Each entry is to be retyped exactly as it appears. Leave the images out.

■ The records
───

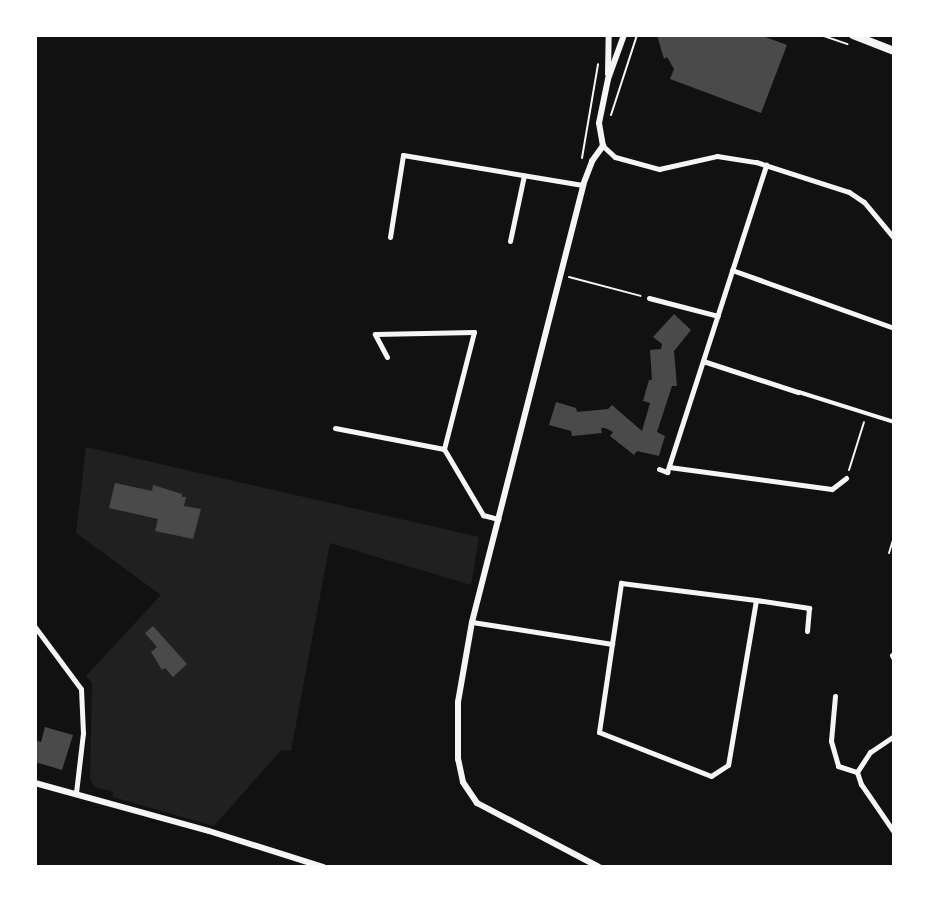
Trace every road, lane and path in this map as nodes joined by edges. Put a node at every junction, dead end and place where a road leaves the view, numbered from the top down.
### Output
1 (609, 35) edge
2 (624, 35) edge
3 (637, 35) edge
4 (853, 35) edge
5 (894, 51) edge
6 (598, 62) dead end
7 (608, 79) junction
8 (608, 122) dead end
9 (603, 146) junction
10 (766, 165) junction
11 (524, 175) junction
12 (583, 185) junction
13 (390, 237) dead end
14 (894, 238) edge
15 (510, 241) dead end
16 (732, 270) junction
17 (560, 275) junction
18 (649, 298) joint
19 (718, 316) junction
20 (894, 328) edge
21 (387, 357) dead end
22 (703, 361) junction
23 (798, 392) joint
24 (866, 413) junction
25 (894, 422) edge
26 (335, 428) dead end
27 (444, 449) junction
28 (669, 467) junction
29 (659, 470) dead end
30 (846, 478) joint
31 (498, 519) junction
32 (894, 537) edge
33 (888, 553) dead end
34 (756, 600) junction
35 (472, 622) junction
36 (35, 627) edge
37 (807, 631) dead end
38 (612, 644) junction
39 (835, 696) dead end
40 (894, 736) edge
41 (857, 772) junction
42 (35, 783) edge
43 (76, 793) junction
44 (894, 832) edge
45 (323, 867) edge
46 (600, 867) edge

1 - 7 street
2 - 7 street
3 - 8 path
4 - 5 main road
6 - 12 path
7 - 9 street
9 - 10 street
9 - 12 street
10 - 14 street
10 - 16 street
11 - 12 street
11 - 13 street
11 - 15 street
12 - 17 street
16 - 19 street
16 - 20 street
17 - 18 path
17 - 31 street
18 - 19 street
19 - 22 street
21 - 27 street
22 - 23 street
22 - 28 street
23 - 24 street
24 - 25 street
24 - 30 path
26 - 27 street
27 - 31 street
28 - 29 street
28 - 30 street
31 - 35 street
32 - 33 path
34 - 37 street
34 - 38 street
34 - 38 street
35 - 38 street
35 - 46 street
36 - 43 street
39 - 41 street
40 - 41 street
41 - 44 street
42 - 43 street
43 - 45 street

───

■ Worked solution
Trace every road, lane and path in this map as nodes joined by edges. Put a node at every junction, dead end and place where a road leaves the view, numbered from the top down.
### Output
1 (609, 35) edge
2 (624, 35) edge
3 (637, 35) edge
4 (853, 35) edge
5 (894, 51) edge
6 (598, 62) dead end
7 (608, 79) junction
8 (608, 122) dead end
9 (603, 146) junction
10 (766, 165) junction
11 (524, 175) junction
12 (583, 185) junction
13 (390, 237) dead end
14 (894, 238) edge
15 (510, 241) dead end
16 (732, 270) junction
17 (560, 275) junction
18 (649, 298) joint
19 (718, 316) junction
20 (894, 328) edge
21 (387, 357) dead end
22 (703, 361) junction
23 (798, 392) joint
24 (866, 413) junction
25 (894, 422) edge
26 (335, 428) dead end
27 (444, 449) junction
28 (669, 467) junction
29 (659, 470) dead end
30 (846, 478) joint
31 (498, 519) junction
32 (894, 537) edge
33 (888, 553) dead end
34 (756, 600) junction
35 (472, 622) junction
36 (35, 627) edge
37 (807, 631) dead end
38 (612, 644) junction
39 (835, 696) dead end
40 (894, 736) edge
41 (857, 772) junction
42 (35, 783) edge
43 (76, 793) junction
44 (894, 832) edge
45 (323, 867) edge
46 (600, 867) edge

1 - 7 street
2 - 7 street
3 - 8 path
4 - 5 main road
6 - 12 path
7 - 9 street
9 - 10 street
9 - 12 street
10 - 14 street
10 - 16 street
11 - 12 street
11 - 13 street
11 - 15 street
12 - 17 street
16 - 19 street
16 - 20 street
17 - 18 path
17 - 31 street
18 - 19 street
19 - 22 street
21 - 27 street
22 - 23 street
22 - 28 street
23 - 24 street
24 - 25 street
24 - 30 path
26 - 27 street
27 - 31 street
28 - 29 street
28 - 30 street
31 - 35 street
32 - 33 path
34 - 37 street
34 - 38 street
34 - 38 street
35 - 38 street
35 - 46 street
36 - 43 street
39 - 41 street
40 - 41 street
41 - 44 street
42 - 43 street
43 - 45 street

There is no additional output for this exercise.